> [Problem requirements] With the pictures left out, restate every entry word for word.

Start of Data provided

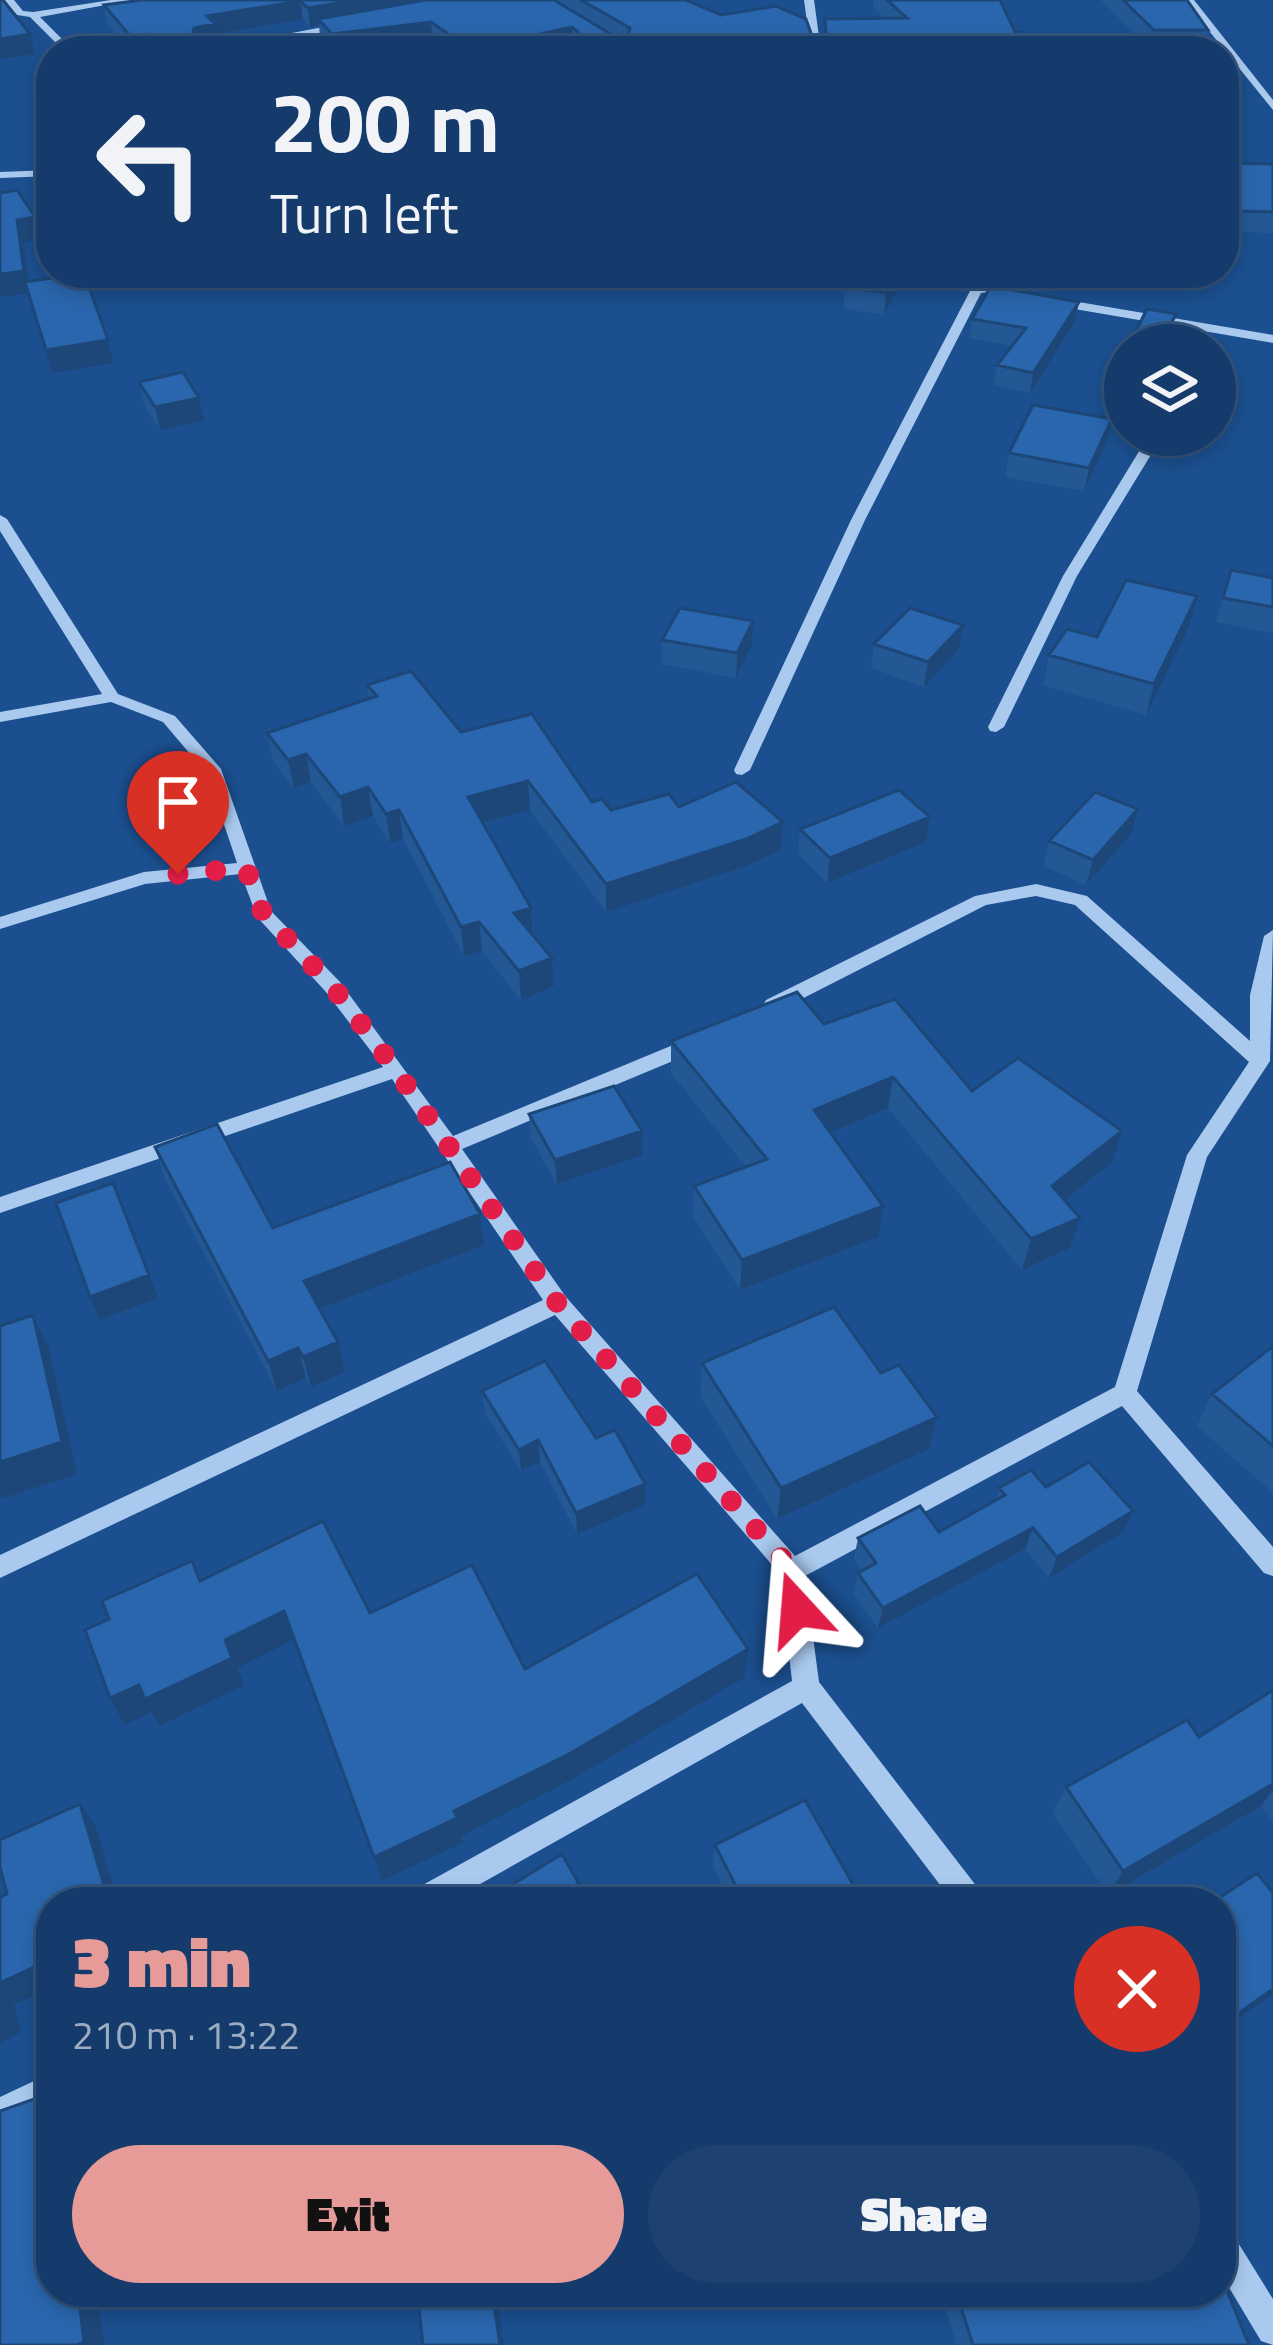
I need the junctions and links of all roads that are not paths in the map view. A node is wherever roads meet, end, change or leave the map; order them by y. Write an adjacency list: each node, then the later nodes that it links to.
1 (8, 0): 5 (street)
2 (128, 0): 5 (street)
3 (809, 0): 10 (street)
4 (1189, 0): 11 (street)
5 (26, 14): 6 (street); 8 (street)
6 (0, 16)
7 (356, 25): 9 (street)
8 (52, 36)
9 (291, 36)
10 (814, 36)
11 (1217, 36)
12 (1239, 64): 13 (street)
13 (1273, 107)
14 (36, 173): 15 (street)
15 (0, 175)
16 (971, 288): 17 (street)
17 (977, 289): 18 (street); 28 (street)
18 (999, 293)
19 (1043, 300): 20 (street)
20 (1183, 324)
21 (1236, 333): 22 (street)
22 (1273, 339)
23 (1143, 456): 27 (street)
24 (0, 519): 25 (street)
25 (112, 697): 26 (street); 29 (street)
26 (0, 717)
27 (996, 727)
28 (742, 770)
29 (246, 868): 30 (street); 35 (street)
30 (0, 923)
31 (1273, 936): 34 (street)
32 (755, 1015): 34 (street)
33 (714, 1036): 36 (street)
34 (1260, 1061): 39 (street)
35 (396, 1070): 36 (street); 37 (street)
36 (448, 1146): 38 (street)
37 (0, 1205)
38 (558, 1304): 41 (street); 42 (street)
39 (1126, 1394): 40 (street); 42 (street)
40 (1273, 1565)
41 (0, 1567)
42 (792, 1570): 43 (street)
43 (806, 1687): 44 (street); 45 (street)
44 (446, 1887)
45 (959, 1887)
46 (36, 2096): 47 (street)
47 (0, 2114)
48 (1236, 2269): 49 (street)
49 (1273, 2329)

End of Data provided

> [Answer for the task]
I need the junctions and links of all roads that are not paths in the map view. A node is wherever roads meet, end, change or leave the map; order them by y. Write an adjacency list: each node, then the later nodes that it links to.
1 (8, 0): 5 (street)
2 (128, 0): 5 (street)
3 (809, 0): 10 (street)
4 (1189, 0): 11 (street)
5 (26, 14): 6 (street); 8 (street)
6 (0, 16)
7 (356, 25): 9 (street)
8 (52, 36)
9 (291, 36)
10 (814, 36)
11 (1217, 36)
12 (1239, 64): 13 (street)
13 (1273, 107)
14 (36, 173): 15 (street)
15 (0, 175)
16 (971, 288): 17 (street)
17 (977, 289): 18 (street); 28 (street)
18 (999, 293)
19 (1043, 300): 20 (street)
20 (1183, 324)
21 (1236, 333): 22 (street)
22 (1273, 339)
23 (1143, 456): 27 (street)
24 (0, 519): 25 (street)
25 (112, 697): 26 (street); 29 (street)
26 (0, 717)
27 (996, 727)
28 (742, 770)
29 (246, 868): 30 (street); 35 (street)
30 (0, 923)
31 (1273, 936): 34 (street)
32 (755, 1015): 34 (street)
33 (714, 1036): 36 (street)
34 (1260, 1061): 39 (street)
35 (396, 1070): 36 (street); 37 (street)
36 (448, 1146): 38 (street)
37 (0, 1205)
38 (558, 1304): 41 (street); 42 (street)
39 (1126, 1394): 40 (street); 42 (street)
40 (1273, 1565)
41 (0, 1567)
42 (792, 1570): 43 (street)
43 (806, 1687): 44 (street); 45 (street)
44 (446, 1887)
45 (959, 1887)
46 (36, 2096): 47 (street)
47 (0, 2114)
48 (1236, 2269): 49 (street)
49 (1273, 2329)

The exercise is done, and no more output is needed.